Likely cause: Volume addition to the Cinder Consistency Group failed, typically because the volume is on a different storage backend than the other volumes in the group (all volumes must share the same backend), or the backend reported a capacity or capability error.

Fix:

  1. Show the member detail and check the error message: openstack protector protection-group member-show <pg> <member-id>.
  2. Verify the volume's backend: openstack volume show <volume-id> — look for os-vol-host-attr:host.
  3. All volumes in the Consistency Group must share the same backend value (e.g., pure@backend-a). If the volume is on a different backend, it cannot be in this group.
  4. Remove the problematic member, resolve the storage placement, and re-add.

Issue: member-add or member-remove is blocked with "remote site unreachable"

Symptom: Modifications to the Protection Group are rejected even though your local site is healthy.

Likely cause: The service requires both sites to be reachable before committing any metadata change. This prevents the two sites from diverging into inconsistent states. If the peer site is down, modifications are intentionally blocked.

Fix:

  1. Check peer site reachability: openstack protector site validate site-b.
  2. If the peer site is temporarily offline, wait for it to recover.
  3. Once it recovers, check sync status: openstack protector protection-group sync-status <pg>.
  4. If versions differ, force a sync: openstack protector protection-group sync-force <pg>.
  5. Retry your membership change.

Issue: sync-status shows FAILED or OUT OF SYNC after a completed operation

Symptom: The sync-status command reports a version mismatch or a failed sync timestamp from a recent operation.

Likely cause: A transient network interruption occurred between sites during a metadata push. The local site completed the operation but the remote confirmation was not received.

Fix:

  1. Verify the peer site is now reachable: openstack protector site validate <site>.
  2. Review the sync history to understand what changed: openstack protector protection-group sync-log <pg> --limit 10.
  3. If the peer is reachable and the local version is higher, push the current state: openstack protector protection-group sync-force <pg>.
  4. Confirm both versions match before executing any DR operation.

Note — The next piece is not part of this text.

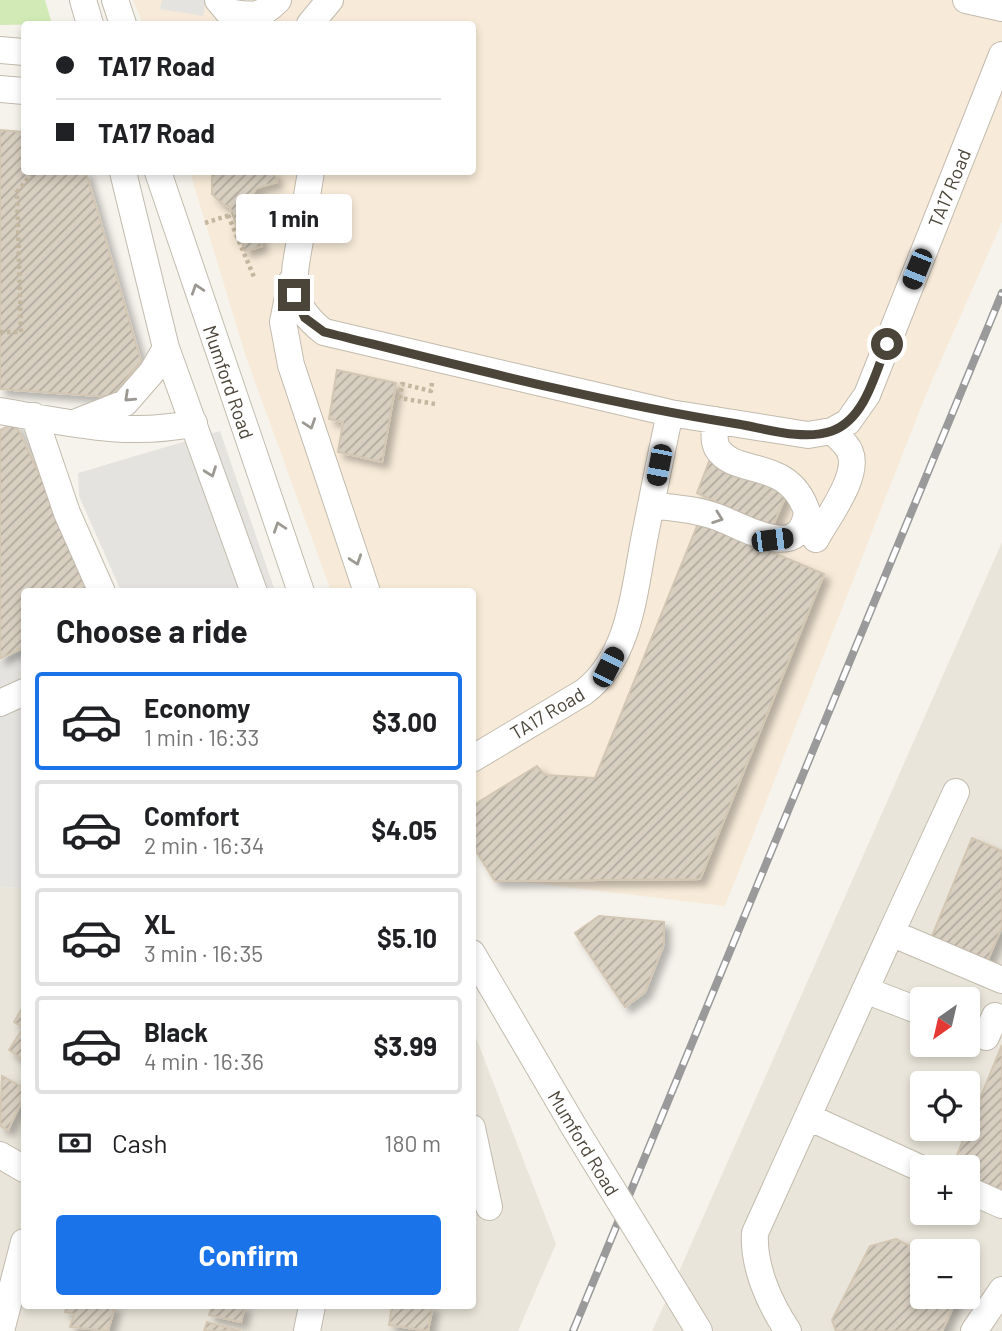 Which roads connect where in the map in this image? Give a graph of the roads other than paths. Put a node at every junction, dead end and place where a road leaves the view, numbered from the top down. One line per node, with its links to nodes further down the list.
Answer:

Issue: Protection Group status is stuck in failing_over or failing_back

Symptom: A DR operation started but has not completed or failed. The Protection Group status has not moved for an extended period.

Likely cause: The protector-engine service may have crashed mid-operation, or a step in the workflow (e.g., volume promotion or VM recreation on the target site) encountered an unrecoverable error that did not transition the operation to failed.

Fix:

  1. Check the engine service on both sites: systemctl status protector-engine.
  2. Review engine logs for the specific operation: journalctl -u protector-engine --since "30 minutes ago".
  3. Retrieve the operation detail: openstack protector operation show <op-id>.
  4. If the engine is running but the operation is genuinely stuck, contact support — do not manually delete the Protection Group record while an operation is in an indeterminate state, as this can leave orphaned volumes on the secondary site.